[What the task asks]
Please repeat the whole listing exactly, but leave out any picture it holds.

[Dataset section]
____

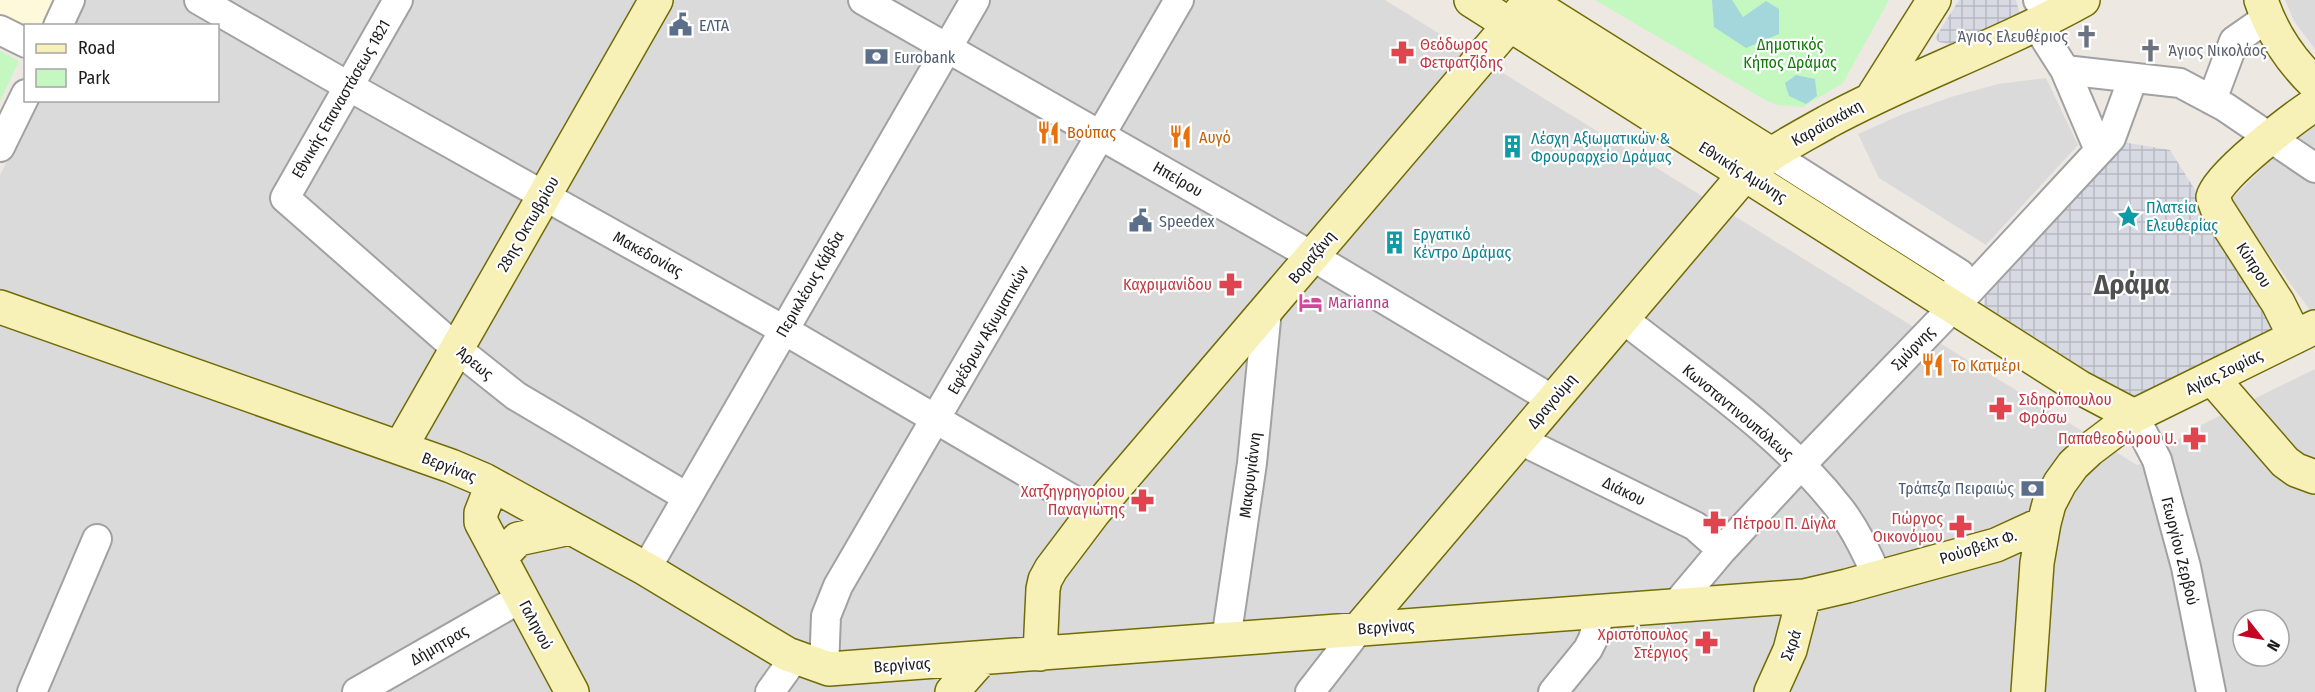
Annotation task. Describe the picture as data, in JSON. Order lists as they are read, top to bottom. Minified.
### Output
{"streets":{"main road":["Καραϊσκάκη","Εθνικής Αμύνης","28ης Οκτωβρίου","Βοραζάνη","Κύπρου","Αγίας Σοφίας","Δραγούμη","Βεργίνας","Ρούσβελτ Φ.","Γαληνού","Σκρά"],"street":["Εθνικής Επαναστάσεως 1821","Ηπείρου","Μακεδονίας","Περικλέους Κάβδα","Εφέδρων Αξιωματικών","Σμύρνης","Άρεως","Κωνσταντινουπόλεως","Μακρυγιάννη","Διάκου","Γεωργίου Ζερβού","Δήμητρας"]},"crossings":[["Εθνικής Επαναστάσεως 1821","Μακεδονίας"],["Εθνικής Επαναστάσεως 1821","Άρεως"],["Καραϊσκάκη","Εθνικής Αμύνης"],["Καραϊσκάκη","Δραγούμη"],["Εθνικής Αμύνης","Βοραζάνη"],["Εθνικής Αμύνης","Σμύρνης"],["Εθνικής Αμύνης","Αγίας Σοφίας"],["Εθνικής Αμύνης","Δραγούμη"],["Εθνικής Αμύνης","Γεωργίου Ζερβού"],["Ηπείρου","Βοραζάνη"],["Ηπείρου","Περικλέους Κάβδα"],["Ηπείρου","Εφέδρων Αξιωματικών"],["Ηπείρου","Δραγούμη"],["28ης Οκτωβρίου","Μακεδονίας"],["28ης Οκτωβρίου","Άρεως"],["28ης Οκτωβρίου","Βεργίνας"],["Μακεδονίας","Βοραζάνη"],["Μακεδονίας","Περικλέους Κάβδα"],["Μακεδονίας","Εφέδρων Αξιωματικών"],["Βοραζάνη","Βεργίνας"],["Βοραζάνη","Μακρυγιάννη"],["Κύπρου","Αγίας Σοφίας"],["Περικλέους Κάβδα","Άρεως"],["Περικλέους Κάβδα","Βεργίνας"],["Εφέδρων Αξιωματικών","Βεργίνας"],["Σμύρνης","Κωνσταντινουπόλεως"],["Σμύρνης","Βεργίνας"],["Σμύρνης","Διάκου"],["Αγίας Σοφίας","Γεωργίου Ζερβού"],["Δραγούμη","Κωνσταντινουπόλεως"],["Δραγούμη","Βεργίνας"],["Δραγούμη","Διάκου"],["Κωνσταντινουπόλεως","Βεργίνας"],["Κωνσταντινουπόλεως","Ρούσβελτ Φ."],["Βεργίνας","Μακρυγιάννη"],["Βεργίνας","Ρούσβελτ Φ."],["Βεργίνας","Γαληνού"],["Βεργίνας","Σκρά"],["Γαληνού","Δήμητρας"]],"districts":["Δράμα"],"parks":["Δημοτικός Κήπος Δράμας"],"places":{"public building":["ΕΛΤΑ","Speedex"],"church":["Άγιος Ελευθέριος","Άγιος Νικολάος"],"pharmacy":["Θεόδωρος Φετφατζίδης","Καχριμανίδου","Σιδηρόπουλου Φρόσω","Παπαθεοδώρου U.","Χατζηγρηγορίου Παναγιώτης","Πέτρου Π. Δίγλα","Γιώργος Οικονόμου","Χριστόπουλος Στέργιος"],"bank":["Eurobank","Τράπεζα Πειραιώς"],"restaurant":["Βούπας","Αυγό","Το Κατμέρι"],"building":["Λέσχη Αξιωματικών & Φρουραρχείο Δράμας","Εργατικό Κέντρο Δράμας"],"place":["Πλατεία Ελευθερίας"],"hotel":["Marianna"]},"legend":["Road","Park"],"north":"bottom right"}
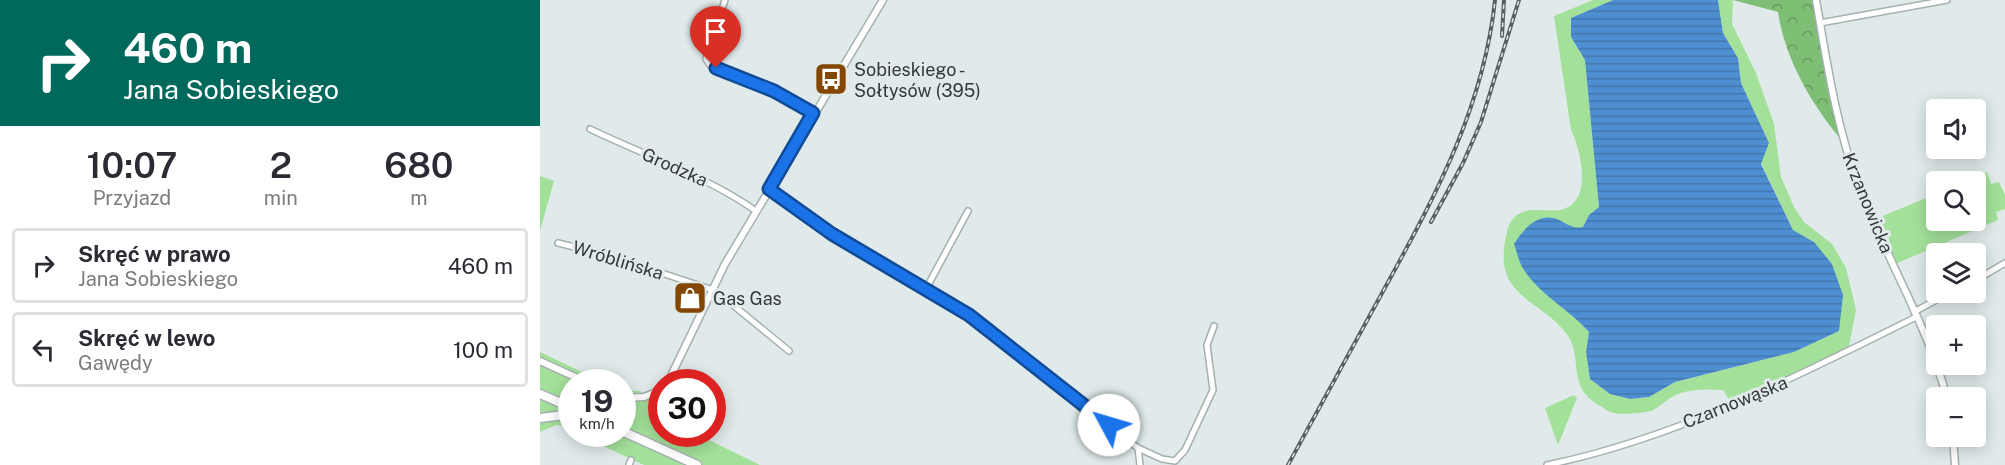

____

[Solution to the problem]
Annotation task. Describe the picture as data, in JSON. Order lists as they are read, top to bottom. Minified.
### Output
{"streets":{"main road":["Καραϊσκάκη","Εθνικής Αμύνης","28ης Οκτωβρίου","Βοραζάνη","Κύπρου","Αγίας Σοφίας","Δραγούμη","Βεργίνας","Ρούσβελτ Φ.","Γαληνού","Σκρά"],"street":["Εθνικής Επαναστάσεως 1821","Ηπείρου","Μακεδονίας","Περικλέους Κάβδα","Εφέδρων Αξιωματικών","Σμύρνης","Άρεως","Κωνσταντινουπόλεως","Μακρυγιάννη","Διάκου","Γεωργίου Ζερβού","Δήμητρας"]},"crossings":[["Εθνικής Επαναστάσεως 1821","Μακεδονίας"],["Εθνικής Επαναστάσεως 1821","Άρεως"],["Καραϊσκάκη","Εθνικής Αμύνης"],["Καραϊσκάκη","Δραγούμη"],["Εθνικής Αμύνης","Βοραζάνη"],["Εθνικής Αμύνης","Σμύρνης"],["Εθνικής Αμύνης","Αγίας Σοφίας"],["Εθνικής Αμύνης","Δραγούμη"],["Εθνικής Αμύνης","Γεωργίου Ζερβού"],["Ηπείρου","Βοραζάνη"],["Ηπείρου","Περικλέους Κάβδα"],["Ηπείρου","Εφέδρων Αξιωματικών"],["Ηπείρου","Δραγούμη"],["28ης Οκτωβρίου","Μακεδονίας"],["28ης Οκτωβρίου","Άρεως"],["28ης Οκτωβρίου","Βεργίνας"],["Μακεδονίας","Βοραζάνη"],["Μακεδονίας","Περικλέους Κάβδα"],["Μακεδονίας","Εφέδρων Αξιωματικών"],["Βοραζάνη","Βεργίνας"],["Βοραζάνη","Μακρυγιάννη"],["Κύπρου","Αγίας Σοφίας"],["Περικλέους Κάβδα","Άρεως"],["Περικλέους Κάβδα","Βεργίνας"],["Εφέδρων Αξιωματικών","Βεργίνας"],["Σμύρνης","Κωνσταντινουπόλεως"],["Σμύρνης","Βεργίνας"],["Σμύρνης","Διάκου"],["Αγίας Σοφίας","Γεωργίου Ζερβού"],["Δραγούμη","Κωνσταντινουπόλεως"],["Δραγούμη","Βεργίνας"],["Δραγούμη","Διάκου"],["Κωνσταντινουπόλεως","Βεργίνας"],["Κωνσταντινουπόλεως","Ρούσβελτ Φ."],["Βεργίνας","Μακρυγιάννη"],["Βεργίνας","Ρούσβελτ Φ."],["Βεργίνας","Γαληνού"],["Βεργίνας","Σκρά"],["Γαληνού","Δήμητρας"]],"districts":["Δράμα"],"parks":["Δημοτικός Κήπος Δράμας"],"places":{"public building":["ΕΛΤΑ","Speedex"],"church":["Άγιος Ελευθέριος","Άγιος Νικολάος"],"pharmacy":["Θεόδωρος Φετφατζίδης","Καχριμανίδου","Σιδηρόπουλου Φρόσω","Παπαθεοδώρου U.","Χατζηγρηγορίου Παναγιώτης","Πέτρου Π. Δίγλα","Γιώργος Οικονόμου","Χριστόπουλος Στέργιος"],"bank":["Eurobank","Τράπεζα Πειραιώς"],"restaurant":["Βούπας","Αυγό","Το Κατμέρι"],"building":["Λέσχη Αξιωματικών & Φρουραρχείο Δράμας","Εργατικό Κέντρο Δράμας"],"place":["Πλατεία Ελευθερίας"],"hotel":["Marianna"]},"legend":["Road","Park"],"north":"bottom right"}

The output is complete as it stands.